It’s a long time since Les Wilson was a pupil at Ashley Road Primary School in Aberdeen or a trainee at Aberdeen Journals.
Yet, while he has travelled the world, written books and produced documentary series about everything from Bonnie Prince Charlie and the Scots at Waterloo to winning a Scottish Bafta for his involvement in a programme about Chernobyl, he has no plans to wind down at 74 – and has a great story to explain his attitude to age being a number.

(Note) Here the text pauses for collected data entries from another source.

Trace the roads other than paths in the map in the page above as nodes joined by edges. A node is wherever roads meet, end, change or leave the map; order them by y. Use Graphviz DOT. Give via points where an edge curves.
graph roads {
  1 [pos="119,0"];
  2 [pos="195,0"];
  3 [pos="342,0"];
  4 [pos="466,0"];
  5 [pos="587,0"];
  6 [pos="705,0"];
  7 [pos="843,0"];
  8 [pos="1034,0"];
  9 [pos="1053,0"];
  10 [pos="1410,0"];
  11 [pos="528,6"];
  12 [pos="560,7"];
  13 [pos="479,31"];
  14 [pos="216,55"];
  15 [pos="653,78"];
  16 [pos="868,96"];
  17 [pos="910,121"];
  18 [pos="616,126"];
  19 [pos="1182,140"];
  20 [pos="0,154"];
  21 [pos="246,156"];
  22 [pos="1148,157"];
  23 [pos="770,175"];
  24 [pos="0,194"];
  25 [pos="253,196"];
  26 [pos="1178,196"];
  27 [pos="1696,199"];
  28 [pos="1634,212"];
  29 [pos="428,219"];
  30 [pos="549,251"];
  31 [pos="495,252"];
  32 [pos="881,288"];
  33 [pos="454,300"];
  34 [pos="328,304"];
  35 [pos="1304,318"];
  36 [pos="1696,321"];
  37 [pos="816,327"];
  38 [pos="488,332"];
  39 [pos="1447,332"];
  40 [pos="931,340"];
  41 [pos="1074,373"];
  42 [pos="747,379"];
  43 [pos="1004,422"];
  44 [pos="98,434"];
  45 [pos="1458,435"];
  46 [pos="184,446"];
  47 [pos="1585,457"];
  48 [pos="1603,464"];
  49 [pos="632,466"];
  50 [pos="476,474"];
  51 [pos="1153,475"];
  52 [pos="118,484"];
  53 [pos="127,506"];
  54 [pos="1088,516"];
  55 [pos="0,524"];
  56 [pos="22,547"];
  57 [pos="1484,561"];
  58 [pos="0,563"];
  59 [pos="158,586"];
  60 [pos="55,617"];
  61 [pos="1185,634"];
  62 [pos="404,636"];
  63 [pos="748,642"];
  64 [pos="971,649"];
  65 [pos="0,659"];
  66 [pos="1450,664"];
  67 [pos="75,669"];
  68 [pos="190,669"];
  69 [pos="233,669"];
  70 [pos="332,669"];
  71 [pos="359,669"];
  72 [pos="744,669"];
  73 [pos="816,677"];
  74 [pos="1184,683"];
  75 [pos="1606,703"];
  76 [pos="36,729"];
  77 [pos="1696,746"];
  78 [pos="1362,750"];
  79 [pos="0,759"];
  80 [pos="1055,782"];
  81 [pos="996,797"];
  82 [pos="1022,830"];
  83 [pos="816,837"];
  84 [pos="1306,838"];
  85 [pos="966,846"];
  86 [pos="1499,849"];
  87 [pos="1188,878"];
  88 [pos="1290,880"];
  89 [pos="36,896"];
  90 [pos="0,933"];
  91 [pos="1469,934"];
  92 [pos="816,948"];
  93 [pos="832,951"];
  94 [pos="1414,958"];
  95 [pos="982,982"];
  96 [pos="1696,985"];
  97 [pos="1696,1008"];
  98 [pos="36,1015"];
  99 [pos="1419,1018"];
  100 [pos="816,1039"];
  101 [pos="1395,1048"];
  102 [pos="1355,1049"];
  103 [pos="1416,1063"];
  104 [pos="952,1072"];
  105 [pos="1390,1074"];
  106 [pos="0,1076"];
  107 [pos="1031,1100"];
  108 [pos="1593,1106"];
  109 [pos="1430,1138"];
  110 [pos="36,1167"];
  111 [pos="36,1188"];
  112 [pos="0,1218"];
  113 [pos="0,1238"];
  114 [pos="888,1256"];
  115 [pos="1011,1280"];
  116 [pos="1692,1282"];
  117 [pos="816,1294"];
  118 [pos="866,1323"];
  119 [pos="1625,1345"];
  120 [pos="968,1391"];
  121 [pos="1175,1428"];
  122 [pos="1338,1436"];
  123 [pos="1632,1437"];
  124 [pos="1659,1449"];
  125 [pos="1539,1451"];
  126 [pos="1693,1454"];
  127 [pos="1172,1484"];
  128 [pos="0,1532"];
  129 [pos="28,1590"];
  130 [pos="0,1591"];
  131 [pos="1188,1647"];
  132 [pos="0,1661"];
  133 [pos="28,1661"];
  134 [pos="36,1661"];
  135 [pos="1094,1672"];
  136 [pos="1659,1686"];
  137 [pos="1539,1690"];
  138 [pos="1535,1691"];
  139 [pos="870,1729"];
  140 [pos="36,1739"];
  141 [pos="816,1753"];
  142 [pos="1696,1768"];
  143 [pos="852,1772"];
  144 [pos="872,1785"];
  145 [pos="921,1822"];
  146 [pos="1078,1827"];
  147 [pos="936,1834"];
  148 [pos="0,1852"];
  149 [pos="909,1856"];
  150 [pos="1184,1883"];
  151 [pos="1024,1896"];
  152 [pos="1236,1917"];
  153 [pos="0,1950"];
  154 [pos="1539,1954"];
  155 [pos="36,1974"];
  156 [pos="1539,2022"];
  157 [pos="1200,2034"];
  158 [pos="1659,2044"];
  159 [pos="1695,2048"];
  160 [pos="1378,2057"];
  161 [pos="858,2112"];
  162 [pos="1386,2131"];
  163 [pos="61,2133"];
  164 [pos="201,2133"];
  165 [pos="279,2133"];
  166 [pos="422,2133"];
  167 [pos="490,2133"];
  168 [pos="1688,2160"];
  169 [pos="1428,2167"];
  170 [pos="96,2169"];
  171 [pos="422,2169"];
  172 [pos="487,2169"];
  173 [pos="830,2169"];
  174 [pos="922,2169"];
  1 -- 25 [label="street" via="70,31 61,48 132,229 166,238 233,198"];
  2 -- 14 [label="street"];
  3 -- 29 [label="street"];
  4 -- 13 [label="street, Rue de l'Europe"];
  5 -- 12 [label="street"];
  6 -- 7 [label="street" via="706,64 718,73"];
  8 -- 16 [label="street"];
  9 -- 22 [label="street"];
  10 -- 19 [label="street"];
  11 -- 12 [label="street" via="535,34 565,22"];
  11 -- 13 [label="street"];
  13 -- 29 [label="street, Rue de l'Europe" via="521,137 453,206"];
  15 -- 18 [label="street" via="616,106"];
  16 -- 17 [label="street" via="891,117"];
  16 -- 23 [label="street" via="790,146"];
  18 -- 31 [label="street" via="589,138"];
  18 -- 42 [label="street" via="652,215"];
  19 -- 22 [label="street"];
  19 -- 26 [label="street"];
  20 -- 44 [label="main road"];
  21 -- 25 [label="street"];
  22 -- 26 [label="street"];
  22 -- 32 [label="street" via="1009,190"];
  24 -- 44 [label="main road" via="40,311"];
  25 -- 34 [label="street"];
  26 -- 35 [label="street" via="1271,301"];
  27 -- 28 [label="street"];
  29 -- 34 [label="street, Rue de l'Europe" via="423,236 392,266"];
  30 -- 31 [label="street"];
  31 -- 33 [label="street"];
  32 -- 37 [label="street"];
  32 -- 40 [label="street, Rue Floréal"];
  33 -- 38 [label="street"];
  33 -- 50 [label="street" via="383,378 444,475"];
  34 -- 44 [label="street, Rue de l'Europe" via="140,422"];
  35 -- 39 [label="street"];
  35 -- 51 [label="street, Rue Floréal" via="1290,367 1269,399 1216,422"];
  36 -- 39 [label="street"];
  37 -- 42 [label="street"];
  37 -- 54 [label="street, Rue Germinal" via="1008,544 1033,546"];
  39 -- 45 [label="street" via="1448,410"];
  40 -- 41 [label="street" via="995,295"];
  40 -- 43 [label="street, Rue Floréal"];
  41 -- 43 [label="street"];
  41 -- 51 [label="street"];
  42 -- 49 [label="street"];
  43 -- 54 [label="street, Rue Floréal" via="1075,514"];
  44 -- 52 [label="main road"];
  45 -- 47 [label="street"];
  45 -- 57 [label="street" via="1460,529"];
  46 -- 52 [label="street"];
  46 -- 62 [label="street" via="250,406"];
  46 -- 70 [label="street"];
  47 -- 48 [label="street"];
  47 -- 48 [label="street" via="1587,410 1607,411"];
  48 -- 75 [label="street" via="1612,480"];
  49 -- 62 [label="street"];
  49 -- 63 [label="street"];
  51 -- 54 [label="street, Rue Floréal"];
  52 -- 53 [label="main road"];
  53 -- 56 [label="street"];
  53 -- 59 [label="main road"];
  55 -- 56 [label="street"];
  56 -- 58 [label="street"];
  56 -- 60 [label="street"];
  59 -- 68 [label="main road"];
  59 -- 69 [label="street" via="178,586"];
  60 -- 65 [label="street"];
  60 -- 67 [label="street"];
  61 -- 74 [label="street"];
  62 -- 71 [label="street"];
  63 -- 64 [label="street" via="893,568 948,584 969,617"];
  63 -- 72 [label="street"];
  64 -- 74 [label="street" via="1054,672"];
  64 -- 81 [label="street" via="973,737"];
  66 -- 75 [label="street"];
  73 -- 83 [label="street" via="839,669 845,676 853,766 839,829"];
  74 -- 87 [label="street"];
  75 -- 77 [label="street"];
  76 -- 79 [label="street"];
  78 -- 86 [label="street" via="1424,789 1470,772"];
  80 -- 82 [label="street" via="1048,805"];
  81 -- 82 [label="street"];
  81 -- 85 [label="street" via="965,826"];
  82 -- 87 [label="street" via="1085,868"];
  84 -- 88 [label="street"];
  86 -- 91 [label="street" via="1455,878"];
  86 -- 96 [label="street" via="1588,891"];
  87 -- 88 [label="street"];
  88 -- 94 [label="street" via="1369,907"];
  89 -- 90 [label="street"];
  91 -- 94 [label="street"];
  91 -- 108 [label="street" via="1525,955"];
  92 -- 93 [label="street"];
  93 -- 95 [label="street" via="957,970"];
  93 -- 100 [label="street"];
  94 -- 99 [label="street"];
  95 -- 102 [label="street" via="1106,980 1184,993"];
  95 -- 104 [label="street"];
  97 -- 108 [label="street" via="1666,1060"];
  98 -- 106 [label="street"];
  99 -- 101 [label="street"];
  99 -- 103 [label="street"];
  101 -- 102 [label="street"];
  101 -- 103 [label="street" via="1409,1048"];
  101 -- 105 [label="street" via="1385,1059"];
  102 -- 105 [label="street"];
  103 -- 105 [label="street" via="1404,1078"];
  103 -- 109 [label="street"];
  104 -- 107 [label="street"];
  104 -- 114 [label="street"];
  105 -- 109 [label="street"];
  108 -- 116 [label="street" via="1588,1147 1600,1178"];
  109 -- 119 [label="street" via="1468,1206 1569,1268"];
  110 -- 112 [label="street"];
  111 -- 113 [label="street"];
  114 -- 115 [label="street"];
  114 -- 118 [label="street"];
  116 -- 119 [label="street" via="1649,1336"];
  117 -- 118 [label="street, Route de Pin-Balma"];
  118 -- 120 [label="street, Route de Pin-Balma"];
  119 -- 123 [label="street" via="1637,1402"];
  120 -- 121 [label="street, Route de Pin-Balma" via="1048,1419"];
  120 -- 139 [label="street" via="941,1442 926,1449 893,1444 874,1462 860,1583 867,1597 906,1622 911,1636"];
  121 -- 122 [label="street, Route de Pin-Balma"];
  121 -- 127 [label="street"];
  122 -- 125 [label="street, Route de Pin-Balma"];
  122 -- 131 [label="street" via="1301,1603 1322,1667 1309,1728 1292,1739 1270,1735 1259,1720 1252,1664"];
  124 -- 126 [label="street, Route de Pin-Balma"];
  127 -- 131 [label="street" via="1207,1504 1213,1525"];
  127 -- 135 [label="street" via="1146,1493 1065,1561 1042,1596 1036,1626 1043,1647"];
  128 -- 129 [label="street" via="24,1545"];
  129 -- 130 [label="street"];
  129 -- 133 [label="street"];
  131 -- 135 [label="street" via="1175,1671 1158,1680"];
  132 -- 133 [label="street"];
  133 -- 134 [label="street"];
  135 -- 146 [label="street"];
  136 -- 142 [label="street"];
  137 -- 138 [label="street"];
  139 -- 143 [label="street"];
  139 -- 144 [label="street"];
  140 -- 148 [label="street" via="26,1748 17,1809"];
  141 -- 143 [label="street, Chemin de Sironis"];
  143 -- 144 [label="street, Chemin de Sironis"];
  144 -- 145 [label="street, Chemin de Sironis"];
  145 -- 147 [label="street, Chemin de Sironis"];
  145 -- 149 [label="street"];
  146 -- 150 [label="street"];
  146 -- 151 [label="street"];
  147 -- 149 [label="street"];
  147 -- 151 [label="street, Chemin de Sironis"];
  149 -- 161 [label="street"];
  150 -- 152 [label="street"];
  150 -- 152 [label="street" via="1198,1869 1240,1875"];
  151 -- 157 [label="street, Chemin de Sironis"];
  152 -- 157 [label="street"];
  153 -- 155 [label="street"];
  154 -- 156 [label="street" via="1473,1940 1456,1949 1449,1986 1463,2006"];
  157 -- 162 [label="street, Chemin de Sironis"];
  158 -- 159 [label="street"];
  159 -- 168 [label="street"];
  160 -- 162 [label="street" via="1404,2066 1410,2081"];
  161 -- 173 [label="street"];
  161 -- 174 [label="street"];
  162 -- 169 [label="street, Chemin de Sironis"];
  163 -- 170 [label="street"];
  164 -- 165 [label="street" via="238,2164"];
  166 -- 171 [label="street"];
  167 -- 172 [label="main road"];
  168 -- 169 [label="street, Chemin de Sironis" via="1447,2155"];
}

As he said: “I’ve managed to make my living from my early teens doing things I enjoy. Why would I stop? A few years ago, I was on a tea plantation in southern India researching my book [Putting the Tea in Britain: How Scots Invented our National Drink] and found an old tea sorting machine, still working away, that had been made by a Scottish engineering company in Ceylon 90 years earlier.
“Amazed, I pointed it out to my guide. ‘Yes,’ he said, ‘never resting, never rusting.’ And that has been my motto ever since.”
New documentary on wolves
Les lives on Islay, where he divides his time between working in television and creating books with the philosophy that genius is an infinite capacity for taking pains.
His wife, Jenni Minto is the SNP MSP for Argyll & Bute and serves as the Scottish Government Minister for Public Health and Women’s Health. And when this stakhanovite fellow isn’t filming, researching, editing or writing, he is a voracious reader and loves going out for walks with a “sheep-shy” Border Collie called Jim.
However, it’s animals of a different proportion which have occupied his attention in recent months and viewers will get the opportunity to watch his new documentary on the history of wolves in Scotland – and the argument for and against rewilding these controversial creatures in the Highlands – on BBC Alba.
Les has also investigated the turbulent life and times of Eric Blair – who most of us know better as George Orwell – who spent the last years of his life on Jura, a place where he overcame his previously passionate dislike of the Scots. And he has covered the story in depth of how war affected people in the Hebrides.
In short, he’s a beetle-browed journalist with a fascination for his compatriots who stayed at home and fought in conflicts and those who travelled to the other side of the globe to pour their heart and soul into different enterprises.
Picking up Weir’s Way with Tom
As he said: “It was always documentary that interested me, and an early job was Scotland’s Story, a 24-part history of Scotland for STV and Channel 4.
“I travelled far for that – to Canada, America, Australia, New Zealand, Hong Kong, France, the Netherlands, and even England.
“The first documentary I made was with Tom Weir, following Bonnie Prince Charlie’s time on the run on the Outer Hebrides and Skye. I even went on to have a few rock climbing lessons with Tom. He was great fun and a good friend.”
Am Madadh-Allaidh, Les Wilson’s documentary about wolves, is being shown on BBC ALBA on September 26.